Evofem Biosciences, Inc. ha anunciado los resultados de un análisis post hoc del ensayo registrado de fase 3 AMPOWER que investiga la capacidad de Phexxi® (ácido láctico, ácido cítrico y bitartrato de potasio) para prevenir el embarazo. En el análisis, Phexxi evitó el 99% de los embarazos por acto sexual. Esto se basó en 101 embarazos (n=1182) a lo largo de 24.289 actos sexuales con un uso típico en 1.182 mujeres.

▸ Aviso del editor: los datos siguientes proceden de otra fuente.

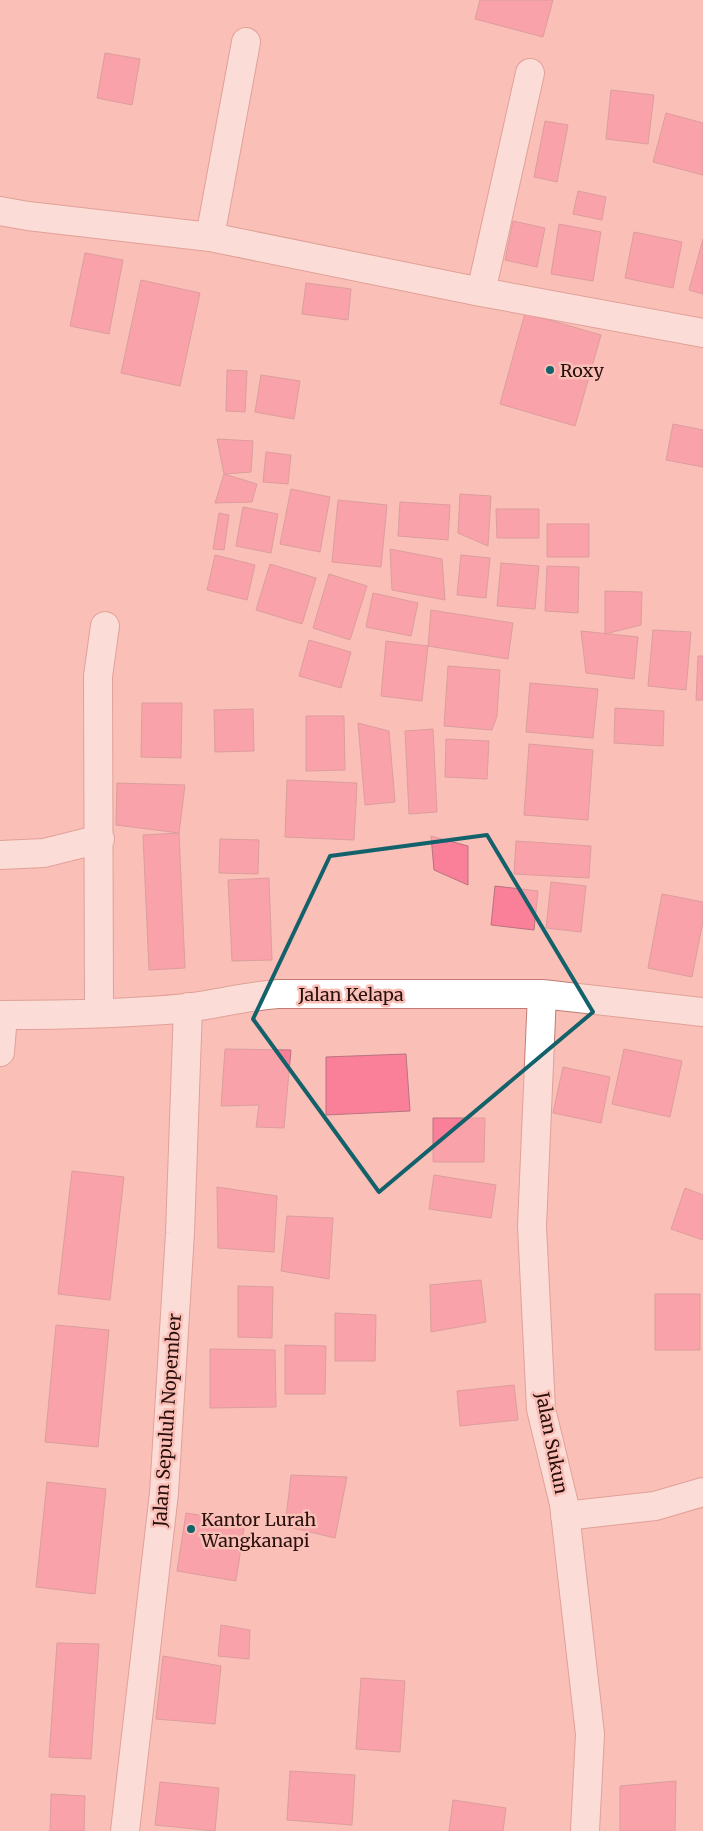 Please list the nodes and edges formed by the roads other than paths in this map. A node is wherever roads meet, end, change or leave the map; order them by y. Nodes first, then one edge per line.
1 (246, 42) dead end
2 (530, 73) dead end
3 (0, 211) edge
4 (210, 237) junction
5 (481, 292) junction
6 (703, 333) edge
7 (105, 626) dead end
8 (100, 839) junction
9 (0, 855) edge
10 (542, 994) junction
11 (188, 1008) junction
12 (703, 1012) edge
13 (99, 1013) junction
14 (2, 1015) edge
15 (0, 1052) edge
16 (703, 1492) edge
17 (565, 1516) junction
18 (125, 1831) edge
19 (585, 1831) edge

1 - 4 street
2 - 5 street
3 - 4 street
4 - 5 street
5 - 6 street
7 - 8 street
8 - 9 street
8 - 13 street
10 - 11 street, Jalan Kelapa
10 - 12 street, Jalan Kelapa
10 - 17 street, Jalan Sukun
11 - 13 street, Jalan Kelapa
11 - 18 street, Jalan Sepuluh Nopember
13 - 14 street, Jalan Kelapa
14 - 15 street
16 - 17 street
17 - 19 street, Jalan Sukun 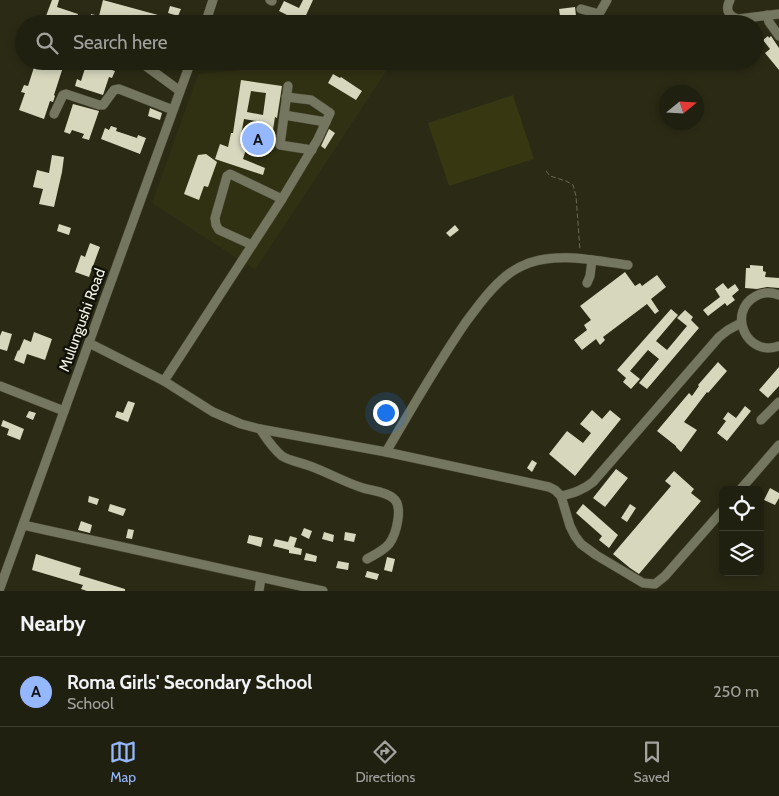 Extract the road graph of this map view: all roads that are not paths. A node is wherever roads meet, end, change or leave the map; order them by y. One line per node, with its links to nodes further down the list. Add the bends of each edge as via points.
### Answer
1 (213, 0): 6 (street)
2 (607, 0): 4 (street, via 599,14)
3 (730, 0): 7 (street, via 727,5)
4 (581, 9)
5 (779, 14): 8 (street)
6 (208, 15)
7 (730, 15)
8 (767, 15): 9 (street); 10 (street)
9 (764, 16)
10 (779, 36)
11 (151, 70): 14 (street)
12 (188, 70): 14 (street, Mulungushi Road)
13 (288, 86): 15 (street)
14 (180, 91): 16 (street, Mulungushi Road)
15 (286, 97): 18 (street); 19 (street, via 311,100 330,113)
16 (173, 110): 17 (street, via 119,89 99,106 63,95); 28 (street, Mulungushi Road)
17 (54, 114)
18 (284, 115): 19 (street); 20 (street, via 280,145)
19 (326, 122): 20 (street)
20 (312, 150): 21 (street)
21 (282, 199): 22 (street); 22 (street, via 230,174 227,176 215,218 216,225 219,230)
22 (252, 245): 30 (street)
23 (592, 260): 24 (street); 25 (street); 37 (street, via 560,258 530,263 497,284 452,343)
24 (628, 265)
25 (588, 283)
26 (779, 295): 27 (street, via 766,293 750,300)
27 (741, 323): 29 (street, via 744,333 757,346); 39 (street, via 718,337 593,482)
28 (89, 343): 30 (street); 33 (street, Mulungushi Road)
29 (778, 347)
30 (164, 381): 35 (street, via 213,412)
31 (0, 386): 33 (street)
32 (779, 402): 34 (street)
33 (64, 410): 41 (street, Mulungushi Road)
34 (761, 420)
35 (260, 429): 37 (street); 42 (street, via 283,457 395,499 399,509 392,538 384,549)
36 (779, 446): 38 (street)
37 (386, 452): 39 (street, via 549,487)
38 (744, 486)
39 (561, 496): 40 (street, via 570,526 581,544 648,584 655,584 665,576)
40 (719, 515)
41 (23, 525): 43 (street); 44 (street, Mulungushi Road)
42 (367, 559)
43 (261, 578): 45 (street); 46 (street)
44 (0, 588)
45 (260, 591)
46 (323, 591) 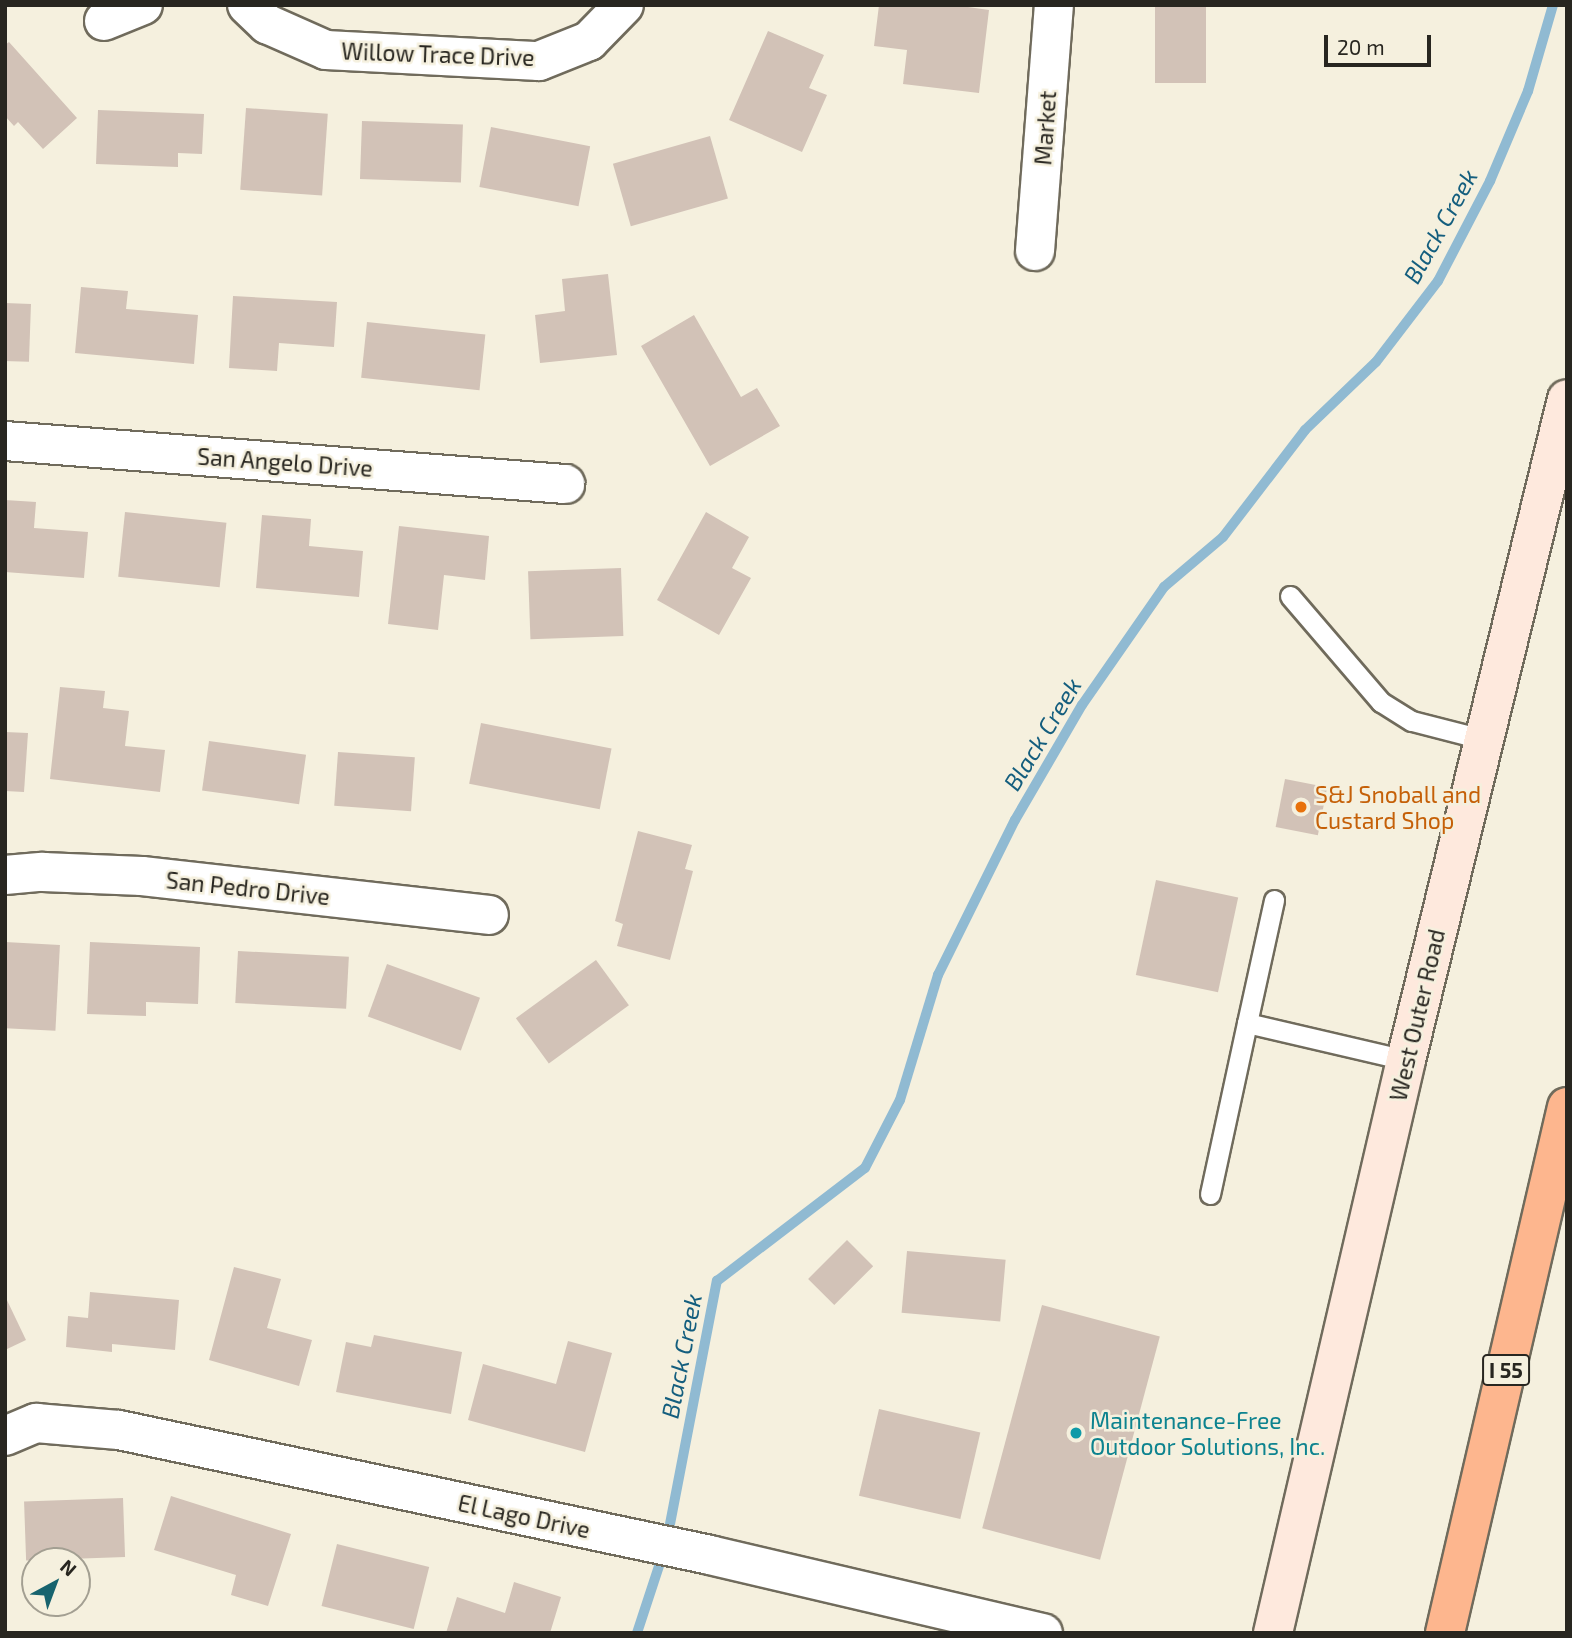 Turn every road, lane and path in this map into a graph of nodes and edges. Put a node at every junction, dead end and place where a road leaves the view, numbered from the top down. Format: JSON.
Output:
{"nodes":[{"id":1,"x":143,"y":5,"type":"edge"},
{"id":2,"x":247,"y":5,"type":"edge"},
{"id":3,"x":624,"y":5,"type":"edge"},
{"id":4,"x":1054,"y":5,"type":"edge"},
{"id":5,"x":104,"y":21,"type":"dead end"},
{"id":6,"x":1035,"y":251,"type":"dead end"},
{"id":7,"x":1567,"y":399,"type":"edge"},
{"id":8,"x":5,"y":440,"type":"edge"},
{"id":9,"x":565,"y":484,"type":"dead end"},
{"id":10,"x":1290,"y":596,"type":"dead end"},
{"id":11,"x":1482,"y":740,"type":"junction"},
{"id":12,"x":5,"y":875,"type":"edge"},
{"id":13,"x":1274,"y":900,"type":"dead end"},
{"id":14,"x":489,"y":915,"type":"dead end"},
{"id":15,"x":1247,"y":1023,"type":"junction"},
{"id":16,"x":1406,"y":1060,"type":"junction"},
{"id":17,"x":1567,"y":1107,"type":"edge"},
{"id":18,"x":1210,"y":1194,"type":"dead end"},
{"id":19,"x":5,"y":1436,"type":"edge"},
{"id":20,"x":1043,"y":1633,"type":"edge"},
{"id":21,"x":1273,"y":1633,"type":"edge"},
{"id":22,"x":1445,"y":1633,"type":"edge"}],
"edges":[{"from":1,"to":5,"type":"street"},
{"from":2,"to":3,"type":"street","name":"Willow Trace Drive"},
{"from":4,"to":6,"type":"street","name":"Market"},
{"from":7,"to":11,"type":"street","name":"West Outer Road"},
{"from":8,"to":9,"type":"street","name":"San Angelo Drive"},
{"from":10,"to":11,"type":"lane"},
{"from":11,"to":16,"type":"street","name":"West Outer Road"},
{"from":12,"to":14,"type":"street","name":"San Pedro Drive"},
{"from":13,"to":15,"type":"lane"},
{"from":15,"to":16,"type":"lane"},
{"from":15,"to":18,"type":"lane"},
{"from":16,"to":21,"type":"street","name":"West Outer Road"},
{"from":17,"to":22,"type":"highway","number":"I 55"},
{"from":19,"to":20,"type":"street","name":"El Lago Drive"}]} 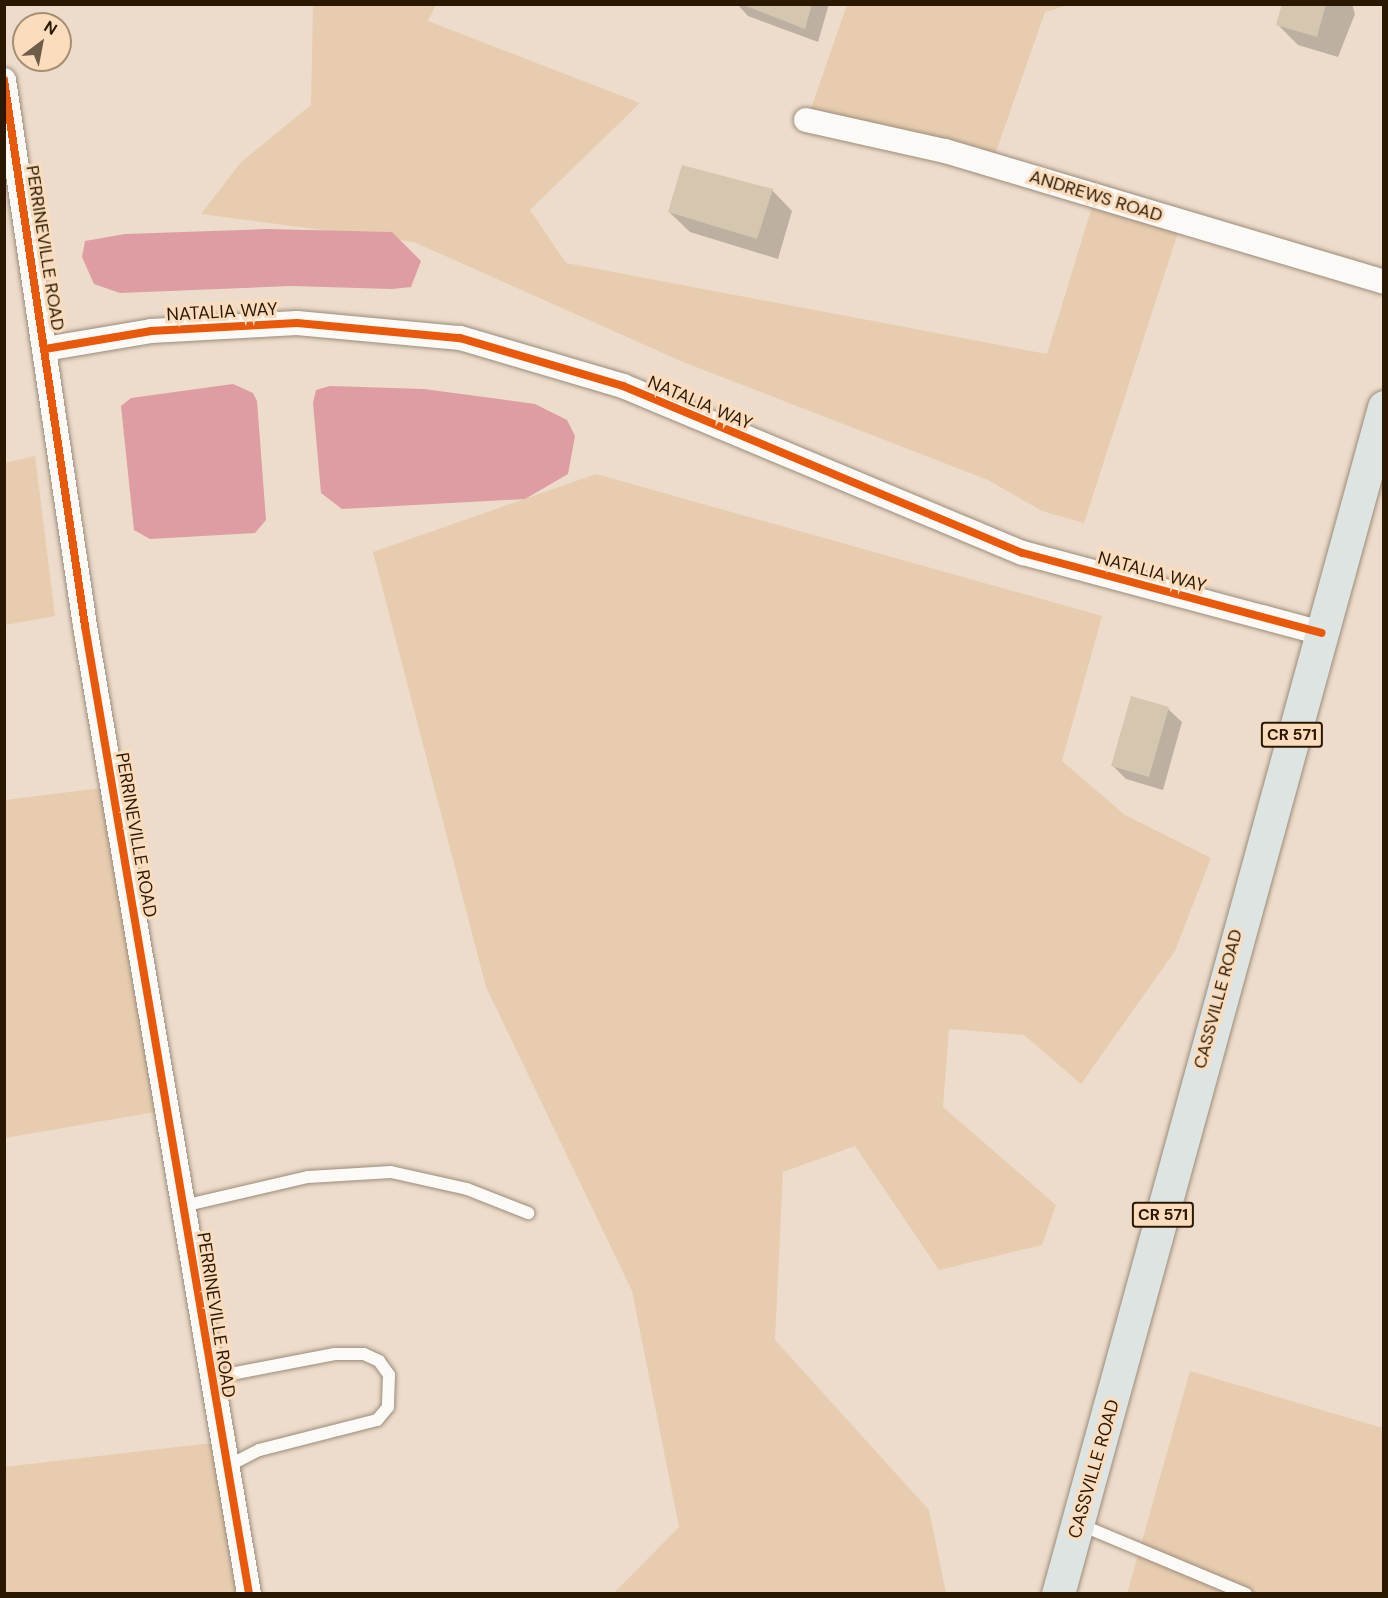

El riesgo de embarazo por acto sexual del 0,415% no se probó estadísticamente en AMPOWER y, por lo tanto, no figura en la información de prescripción estadounidense (USPI) aprobada por la FDA. La FDA aprobó Phexxi en mayo de 2020 basándose en el ensayo de registro AMPOWER, en el que se inscribieron 1.349 mujeres en EE.UU., así como en los datos de seguridad combinados de AMPOWER y de un ensayo previo de fase 3, AMP-001, que en conjunto proporcionaron más de 19.000 ciclos de exposición en 2.804 mujeres de EE.UU. En AMPOWER, Phexxi demostró su eficacia anticonceptiva, con una tasa de embarazo acumulada en 7 ciclos del 137% (IC 95%: 10,0%, 17,5%) con un uso típico y del 6,67% con un uso perfecto (IC 95%: 4,61%, 8,73%), lo que corresponde a una tasa de eficacia del 86,3% y del 93,3%, respectivamente, en la prevención del embarazo. Evofem no ha estudiado la eficacia y seguridad de Phexxi en comparación con otros anticonceptivos.